Scream, Queen! My Nightmare on Elm Street is an eye-opening documentary produced by Patton himself that tells the story of his experiences on the 1985 horror flick and the effects that his leading turn as Jesse Walsh have had on his life and career.
The Dream before the Nightmare
Scream, Queen! allows Patton the chance to tell his side of the story, to share his thoughts and feelings on the much-debated subtext in the film and to confront the demons from his past that still haunts him, and I’m not talking about Freddy Kruger.
The film begins with Patton charting his journey to Hollywood and his early work experiences on stage and screen, including his time on Broadway with none other than showbiz sensation Cher, seriously how gay can you get?

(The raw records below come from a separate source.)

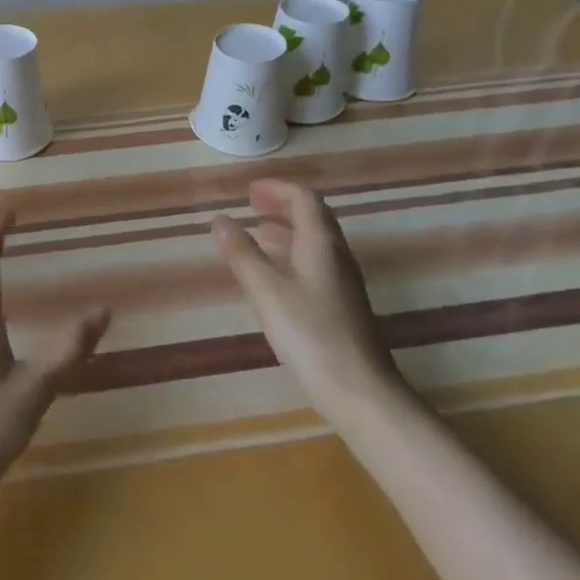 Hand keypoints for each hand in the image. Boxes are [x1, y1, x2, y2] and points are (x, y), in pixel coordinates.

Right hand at [211, 180, 404, 416]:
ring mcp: (343, 281)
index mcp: (321, 243)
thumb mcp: (267, 291)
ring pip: (315, 241)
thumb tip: (220, 220)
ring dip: (287, 229)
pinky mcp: (342, 305)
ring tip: (257, 232)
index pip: (304, 198)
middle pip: (313, 216)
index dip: (277, 189)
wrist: (360, 391)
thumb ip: (242, 254)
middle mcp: (337, 255)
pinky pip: (315, 262)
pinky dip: (292, 253)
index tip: (248, 191)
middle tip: (251, 204)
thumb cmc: (310, 334)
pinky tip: (275, 274)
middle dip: (282, 204) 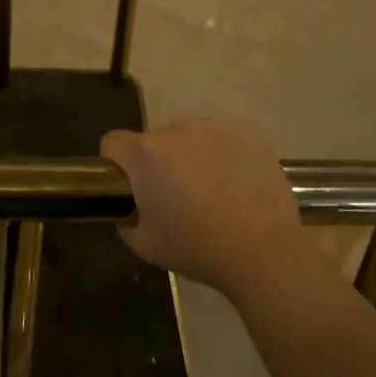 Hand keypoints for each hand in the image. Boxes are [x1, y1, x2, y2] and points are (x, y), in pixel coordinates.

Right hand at [100, 119, 312, 298]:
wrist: (263, 248)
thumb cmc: (197, 247)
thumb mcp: (146, 245)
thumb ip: (127, 221)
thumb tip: (131, 210)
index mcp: (146, 154)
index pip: (112, 143)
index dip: (115, 164)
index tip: (130, 188)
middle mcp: (176, 129)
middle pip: (154, 141)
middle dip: (159, 164)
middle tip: (176, 199)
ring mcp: (213, 127)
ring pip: (189, 139)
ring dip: (191, 158)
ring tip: (211, 193)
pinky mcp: (244, 134)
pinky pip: (221, 140)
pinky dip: (221, 157)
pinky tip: (236, 187) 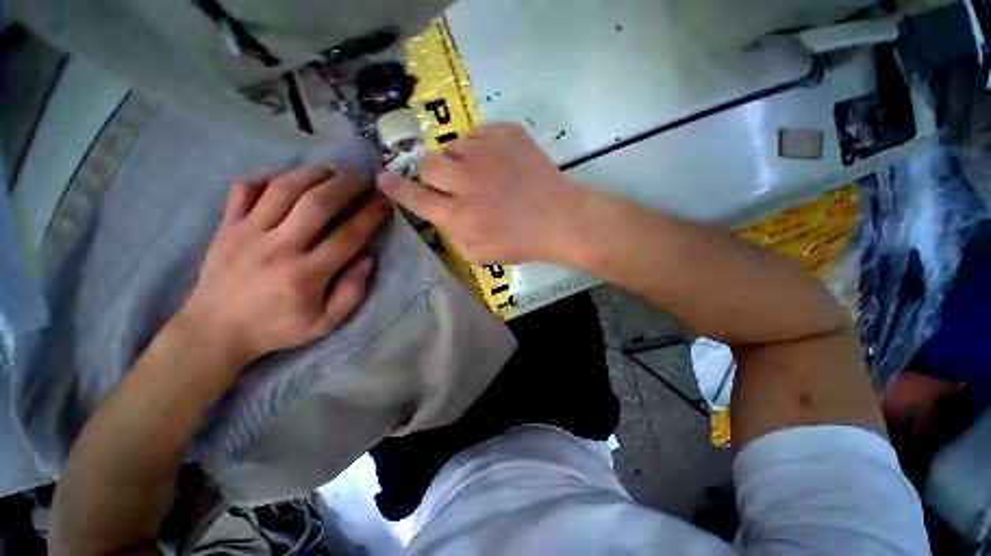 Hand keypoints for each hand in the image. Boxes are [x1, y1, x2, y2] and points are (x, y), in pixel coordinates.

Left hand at [180, 166, 390, 366]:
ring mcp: (248, 232)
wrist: (215, 329)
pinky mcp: (227, 226)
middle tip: (361, 178)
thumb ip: (351, 293)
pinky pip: (245, 188)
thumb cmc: (276, 327)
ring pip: (283, 188)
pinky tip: (286, 179)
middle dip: (345, 185)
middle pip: (316, 203)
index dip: (370, 216)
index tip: (383, 204)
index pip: (347, 236)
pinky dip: (267, 177)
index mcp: (306, 274)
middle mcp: (278, 247)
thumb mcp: (324, 323)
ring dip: (312, 174)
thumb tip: (367, 258)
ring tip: (331, 171)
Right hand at [377, 122, 583, 262]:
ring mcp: (487, 152)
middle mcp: (467, 180)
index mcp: (460, 215)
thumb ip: (452, 234)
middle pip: (428, 163)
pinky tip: (498, 164)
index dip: (396, 188)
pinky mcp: (506, 133)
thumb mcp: (479, 254)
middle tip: (450, 181)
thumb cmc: (521, 242)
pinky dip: (481, 148)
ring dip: (460, 161)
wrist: (559, 219)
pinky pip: (477, 134)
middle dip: (432, 173)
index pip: (416, 198)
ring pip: (453, 146)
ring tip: (483, 175)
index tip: (382, 178)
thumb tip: (440, 213)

He also delves into the more personal details of his life around the time of Freddy’s Revenge, and he comments on how the release of the movie coincided with the peak of the HIV/AIDS epidemic and the culture of outing actors affected his experience.
It’s a fascinating watch as the audience listens to Patton reflect on his time in Hollywood and the specific circumstances which shaped it into the experience he had, however in this early segment the narration can feel a tad overdramatic even despite the campness of it all.
Queer Joy in Horror Hell
The documentary goes on to study the films cult success and Patton’s interaction with fans as well as the cast and crew of the film in the subsequent years following its release.
This part of the documentary really highlights Patton’s character well as we see how he interacts with fans and how he conducts himself on panels and at screenings.
It’s really lovely to see him receive love from fans years after the barrage of homophobic abuse and negative reviews that came as a result of his performance.
There’s a particular sequence in the documentary that remembers the infamous dance scene that takes place in Jesse’s bedroom, one of the scenes most heavily cited when discussing the gay undertones of the film.
This might be the most joyous section of Scream, Queen! as it rightfully celebrates this classic moment of cult cinema, showing just how much fans have grown to love this scene from the film.
One, Two, Jesse’s Coming for You
Read more: A New Scream Movie Is Now In Development
The film builds towards an emotionally fraught confrontation between Patton and the screenwriter of Freddy’s Revenge, David Chaskin.
Leading up to this final faceoff the film looks at the relationship between the screenplay and Patton’s performance, debating the reason for audiences interpreting the film as homoerotic.
The film collects the opinions of the cast and crew, as well as fans on whether or not they think that Chaskin deliberately wrote the film with queer subtext and it charts the ongoing friction between Chaskin and Patton that has arisen from this debate.
This final confrontation between the pair feels like a fitting finale for the documentary and offers a satisfying conclusion for viewers, actually tackling the main subject of the film head-on.
This makes Scream, Queen! a must-see for fans of the Elm Street series as it provides fascinating insights from almost all of the major cast and crew from the film.
With such vast access to those who created the film, this documentary offers a rich conversation about its queerness, lead by Patton who the majority of the debate focuses on.
However, whilst fans of Elm Street should thoroughly enjoy this it’s possibly even more important and appealing for queer horror fans.
The documentary highlights the importance of Freddy’s Revenge for many queer individuals growing up and the positive effects it has had for them, giving an interesting commentary on gay content in films at the time.
Ultimately Scream, Queen! Is one of those rare examples of when the documentary is better than the original film it’s about, providing closure for Patton and a serving as a celebration for fans.
There’s certainly no nightmare here as fans now have a dream double bill for any Halloween fright night.